2012年10月31日
●和文解釈入門 第530回
(235) *「日本談義集」、周作人、木山秀雄訳、東洋文庫、平凡社、2002年
本書は絶版となった「日本文化を語る」(周作人、木山秀雄訳、筑摩書房、1973年)の復刊。周作人(1885~1967年)は中国人で、中国近代精神の形成に力のあった人であり、一時帰国した魯迅と共に1906年から日本に留学した。東京に6年間住み、東京は第二の故郷だと述べている。本書は1919年から1940年までに発表されたものを集めたもの。中国人や朝鮮人は皆日本文化のことを下に見ているのかと思っていたら、周作人は例外のようである。周作人は、「西洋人の東洋観はとかくロマンチックであって、彼らの貶下も讃嘆もあまりあてにならない。いわば何かの熱帯植物を見て失望したり満足したりするようなもので、一向に確かな理解があっての話ではないのである。
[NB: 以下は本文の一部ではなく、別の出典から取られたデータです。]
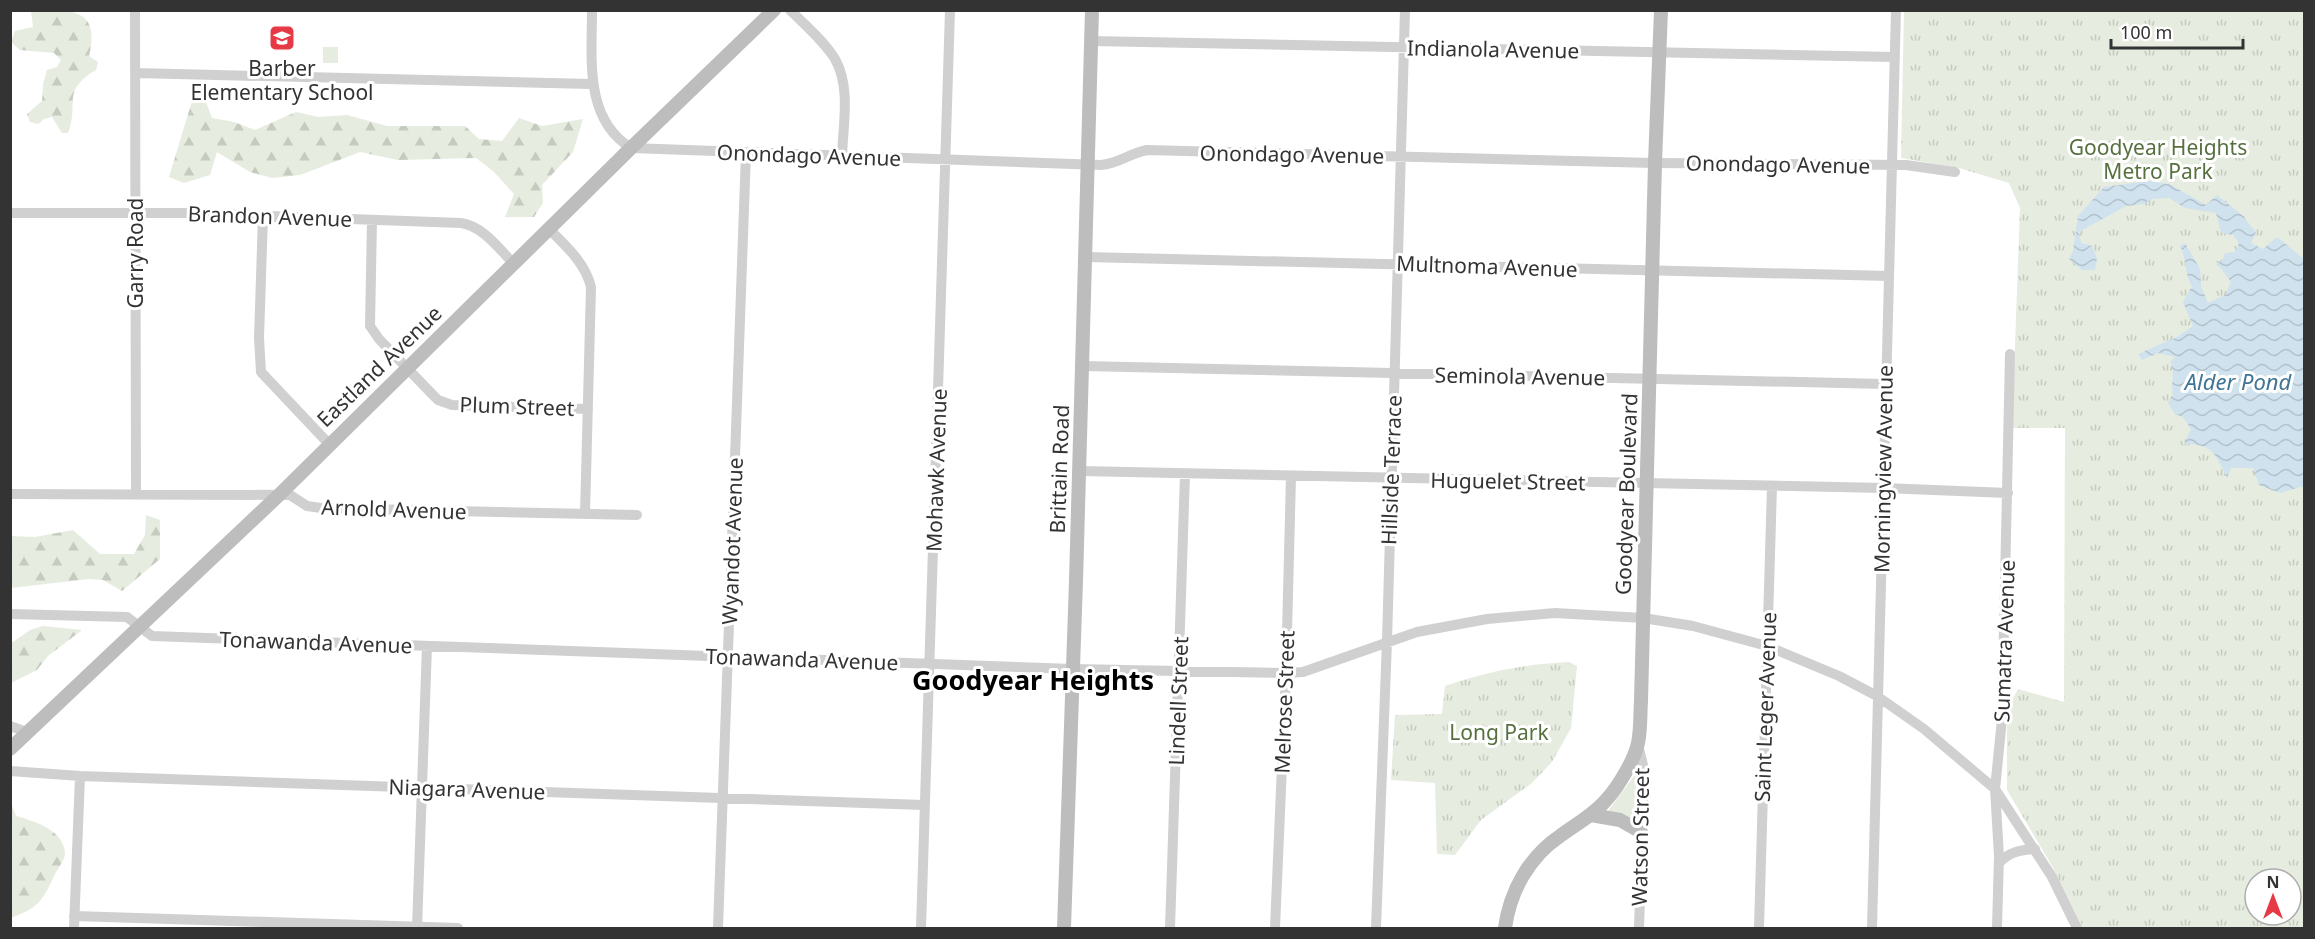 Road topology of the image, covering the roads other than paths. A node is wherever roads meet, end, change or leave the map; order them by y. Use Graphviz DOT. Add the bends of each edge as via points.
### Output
graph roads {
  1 [pos="135,10"];
  2 [pos="592,10"];
  3 [pos="774,10"];
  4 [pos="790,10"];
  5 [pos="950,10"];
  6 [pos="1092,10"];
  7 [pos="1405,10"];
  8 [pos="1661,10"];
  9 [pos="1896,10"];
  10 [pos="1091,41"];
  11 [pos="1404,47"];
  12 [pos="1660,52"];
  13 [pos="1895,57"];
  14 [pos="136,73"];
  15 [pos="592,84"];
  16 [pos="632,148"];
  17 [pos="746,153"];
  18 [pos="842,156"];
  19 [pos="1401,156"];
  20 [pos="946,160"];
  21 [pos="1655,163"];
  22 [pos="1088,164"];
  23 [pos="1893,166"];
  24 [pos="1955,172"];
  25 [pos="10,213"];
  26 [pos="136,214"];
  27 [pos="263,216"];
  28 [pos="372,220"];
  29 [pos="550,230"];
  30 [pos="1086,257"];
  31 [pos="514,264"];
  32 [pos="1397,264"];
  33 [pos="1653,270"];
  34 [pos="1889,276"];
  35 [pos="2010,354"];
  36 [pos="1083,366"];
  37 [pos="406,369"];
  38 [pos="1394,374"];
  39 [pos="1650,379"];
  40 [pos="1885,384"];
  41 [pos="588,409"];
  42 [pos="330,444"];
  43 [pos="1079,471"];
  44 [pos="1185,474"];
  45 [pos="1291,476"];
  46 [pos="1391,478"];
  47 [pos="1646,484"];
  48 [pos="1772,486"];
  49 [pos="1884,488"];
  50 [pos="2008,493"];
  51 [pos="10,494"];
  52 [pos="136,495"];
  53 [pos="279,495"];
  54 [pos="585,514"];
  55 [pos="637,515"];
  56 [pos="10,614"];
  57 [pos="1643,618"];
  58 [pos="139,627"];
  59 [pos="1387,641"];
  60 [pos="427,646"];
  61 [pos="1767,646"];
  62 [pos="728,657"];
  63 [pos="930,663"];
  64 [pos="1073,669"];
  65 [pos="1179,671"];
  66 [pos="1286,673"];
  67 [pos="1876,696"];
  68 [pos="10,726"];
  69 [pos="27,732"];
  70 [pos="1638,745"];
  71 [pos="10,748"];
  72 [pos="10,771"];
  73 [pos="80,776"];
  74 [pos="422,787"];
  75 [pos="1995,789"];
  76 [pos="723,798"];
  77 [pos="924,805"];
  78 [pos="1591,814"];
  79 [pos="1641,832"];
  80 [pos="2035,849"];
  81 [pos="1999,863"];
  82 [pos="74,915"];
  83 [pos="74,928"];
  84 [pos="417,928"];
  85 [pos="458,928"];
  86 [pos="718,928"];
  87 [pos="921,928"];
  88 [pos="1064,928"];
  89 [pos="1170,928"];
  90 [pos="1275,928"];
  91 [pos="1376,928"];
  92 [pos="1505,928"];
  93 [pos="1639,928"];
  94 [pos="1759,928"];
  95 [pos="1872,928"];
  96 [pos="1997,928"];
  97 [pos="2077,928"];
  1 -- 14 [label="street, Garry Road"];
  2 -- 15 [label="street"];
  3 -- 16 [label="street, Eastland Avenue"];
  4 -- 18 [label="street" via="823,43 837,64 845,92"];
  5 -- 20 [label="street, Mohawk Avenue"];
  6 -- 10 [label="street, Brittain Road"];
  7 -- 11 [label="street, Hillside Terrace"];
  8 -- 12 [label="street, Goodyear Boulevard"];
  9 -- 13 [label="street, Morningview Avenue"];
  10 -- 11 [label="street, Indianola Avenue"];
  10 -- 22 [label="street, Brittain Road"];
  11 -- 12 [label="street, Indianola Avenue"];
  11 -- 19 [label="street, Hillside Terrace"];
  12 -- 13 [label="street, Indianola Avenue"];
  12 -- 21 [label="street, Goodyear Boulevard"];
  13 -- 23 [label="street, Morningview Avenue"];
  14 -- 15 [label="street"];
  14 -- 26 [label="street, Garry Road"];
  15 -- 16 [label="street" via="610,130"];
  16 -- 17 [label="street, Onondago Avenue"];
  16 -- 29 [label="street, Eastland Avenue"];
  17 -- 18 [label="street, Onondago Avenue"];
  17 -- 62 [label="street, Wyandot Avenue"];
  18 -- 20 [label="street, Onondago Avenue"];
  19 -- 21 [label="street, Onondago Avenue"];
  19 -- 22 [label="street, Onondago Avenue" via="1147,150 1115,163"];
  19 -- 32 [label="street, Hillside Terrace"];
  20 -- 22 [label="street, Onondago Avenue"];
  20 -- 63 [label="street, Mohawk Avenue"];
  21 -- 23 [label="street, Onondago Avenue"];
  21 -- 33 [label="street, Goodyear Boulevard"];
  22 -- 30 [label="street, Brittain Road"];
  23 -- 24 [label="street, Onondago Avenue"];
  23 -- 34 [label="street, Morningview Avenue"];
  25 -- 26 [label="street, Brandon Avenue"];
  26 -- 27 [label="street, Brandon Avenue"];
  26 -- 52 [label="street, Garry Road"];
  27 -- 28 [label="street, Brandon Avenue"];
  27 -- 42 [label="street" via="261,372"];
  28 -- 31 [label="street, Brandon Avenue" via="468,224 482,232"];
  28 -- 37 [label="street, Plum Street" via="370,326"];
  29 -- 31 [label="street, Eastland Avenue"];
  29 -- 41 [label="street" via="578,260 591,287"];
  30 -- 32 [label="street, Multnoma Avenue"];
  30 -- 36 [label="street, Brittain Road"];
  31 -- 37 [label="street, Eastland Avenue"];
  32 -- 33 [label="street, Multnoma Avenue"];
  32 -- 38 [label="street, Hillside Terrace"];
  33 -- 34 [label="street, Multnoma Avenue"];
  33 -- 39 [label="street, Goodyear Boulevard"];
  34 -- 40 [label="street, Morningview Avenue"];
  35 -- 50 [label="street, Sumatra Avenue"];
  36 -- 38 [label="street, Seminola Avenue"];
  36 -- 43 [label="street, Brittain Road"];
  37 -- 41 [label="street, Plum Street" via="438,400 452,405"];
  37 -- 42 [label="street, Eastland Avenue"];
  38 -- 39 [label="street, Seminola Avenue"];
  38 -- 46 [label="street, Hillside Terrace"];
  39 -- 40 [label="street, Seminola Avenue"];
  39 -- 47 [label="street, Goodyear Boulevard"];
  40 -- 49 [label="street, Morningview Avenue"];
  41 -- 54 [label="street"];
  42 -- 53 [label="street, Eastland Avenue"];
  43 -- 44 [label="street, Huguelet Street"];
  43 -- 64 [label="street, Brittain Road"];
  44 -- 45 [label="street, Huguelet Street"];
  44 -- 65 [label="street, Lindell Street"];
  45 -- 46 [label="street, Huguelet Street"];
  45 -- 66 [label="street, Melrose Street"];
  46 -- 47 [label="street, Huguelet Street"];
  46 -- 59 [label="street, Hillside Terrace"];
  47 -- 48 [label="street, Huguelet Street"];
  47 -- 57 [label="street, Goodyear Boulevard"];
  48 -- 49 [label="street, Huguelet Street"];
  48 -- 61 [label="street, Saint Leger Avenue"];
  49 -- 50 [label="street, Huguelet Street"];
  49 -- 67 [label="street, Morningview Avenue"];
  50 -- 75 [label="street, Sumatra Avenue" via="2002,726"];
  51 -- 52 [label="street, Arnold Avenue"];
  52 -- 53 [label="street, Arnold Avenue"];
  53 -- 54 [label="street, Arnold Avenue" via="290,495 307,506 321,508"];
  53 -- 58 [label="street, Eastland Avenue"];
  54 -- 55 [label="street, Arnold Avenue"];
  56 -- 58 [label="street, Tonawanda Avenue" via="127,617"];
  57 -- 59 [label="street, Tonawanda Avenue" via="1576,613 1528,615 1452,625"];
  57 -- 61 [label="street, Tonawanda Avenue" via="1702,628"];
  57 -- 70 [label="street, Goodyear Boulevard"];
  58 -- 60 [label="street, Tonawanda Avenue" via="152,636"];
  58 -- 69 [label="street, Eastland Avenue"];
  59 -- 66 [label="street, Tonawanda Avenue" via="1303,672"];
  59 -- 91 [label="street, Hillside Terrace"];
  60 -- 62 [label="street, Tonawanda Avenue"];
  60 -- 74 [label="street"];
  61 -- 67 [label="street, Tonawanda Avenue"];
  61 -- 94 [label="street, Saint Leger Avenue"];
  62 -- 63 [label="street, Tonawanda Avenue"];
  62 -- 76 [label="street, Wyandot Avenue"];
  63 -- 64 [label="street, Tonawanda Avenue"];
  63 -- 77 [label="street, Mohawk Avenue"];
  64 -- 65 [label="street, Tonawanda Avenue"];
  64 -- 88 [label="street, Brittain Road"];
  65 -- 66 [label="street, Tonawanda Avenue"];
  65 -- 89 [label="street, Lindell Street"];
  66 -- 90 [label="street, Melrose Street"];
  67 -- 75 [label="street, Tonawanda Avenue" via="1924,729"];
  67 -- 95 [label="street, Morningview Avenue"];
  68 -- 69 [label="street"];
  69 -- 71 [label="street, Eastland Avenue"];
  70 -- 78 [label="street, Goodyear Boulevard" via="1618,786"];
  70 -- 79 [label="street, Watson Street" via="1644,769"];
  72 -- 73 [label="street, Niagara Avenue"];
  73 -- 74 [label="street, Niagara Avenue"];
  73 -- 82 [label="street"];
  74 -- 76 [label="street, Niagara Avenue"];
  74 -- 84 [label="street"];
  75 -- 80 [label="street, Tonawanda Avenue"];
  75 -- 81 [label="street, Sumatra Avenue"];
  76 -- 77 [label="street, Niagara Avenue"];
  76 -- 86 [label="street, Wyandot Avenue"];
  77 -- 87 [label="street, Mohawk Avenue"];
  78 -- 79 [label="street" via="1620,820"];
  78 -- 92 [label="street, Goodyear Boulevard" via="1553,840 1525,871 1512,898"];
  79 -- 93 [label="street, Watson Street"];
  80 -- 81 [label="street" via="2014,851"];
  80 -- 97 [label="street, Tonawanda Avenue"];
  81 -- 96 [label="street, Sumatra Avenue"];
  82 -- 83 [label="street"];
  82 -- 84 [label="street"];
  84 -- 85 [label="street"];
}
有名な小泉八雲ですらそのきらいなしとしない」と言い、西洋人(小泉八雲、モラエスなど)の親日ぶりは没理性に近いと酷評し、彼らが日本人のよさが敬神尊祖や忠君愛国にあるというのはおかしいと述べている。周作人は、日本の国民性の長所は、忠孝ではなく、人情細やかなるところにあると言い、仁恕(武士の情け)は忠孝などよりはるかに気高いものだと述べている。現代の日本のように、孝行とか忠孝という言葉は戦後忘れられてしまった時代には何とも思わないが、これは戦前発表されたものである。また中国と比べ、日本のよいもののうち、万葉集は詩経であり、古事記は史記と誉め、源氏物語は紅楼夢に匹敵するが、紅楼夢は清時代のもので、はるかに後代にできたのであるとし、浮世絵、俳諧、滑稽本は中国にないとしている。東洋にユーモアがないというが、滑稽本は文化文政のとき(1804~29)の間に外国の影響を受けずに成立したことも指摘している。日本は(中国人にとって)半分は異境だが、半分は古代なのだとあり、正座も唐代までそうだったし、刺身も昔中国にもあったし、何よりも中国の古書が日本で手に入ることに感激していたようである。中国の庶民の根底には儒教ではなく、道教であると述べたのは、日本でも神仏習合とはいっても、実態は現世ご利益の願掛けであり、ロシアでも戦前は聖母信仰や聖ニコラ信仰などこれも功利思考であるのと変わらないのは世界共通という事か。本書の訳はきびきびとした日本語であり、このような日本語の文を書けるよう、精進を心がけたいものだと考えた次第である。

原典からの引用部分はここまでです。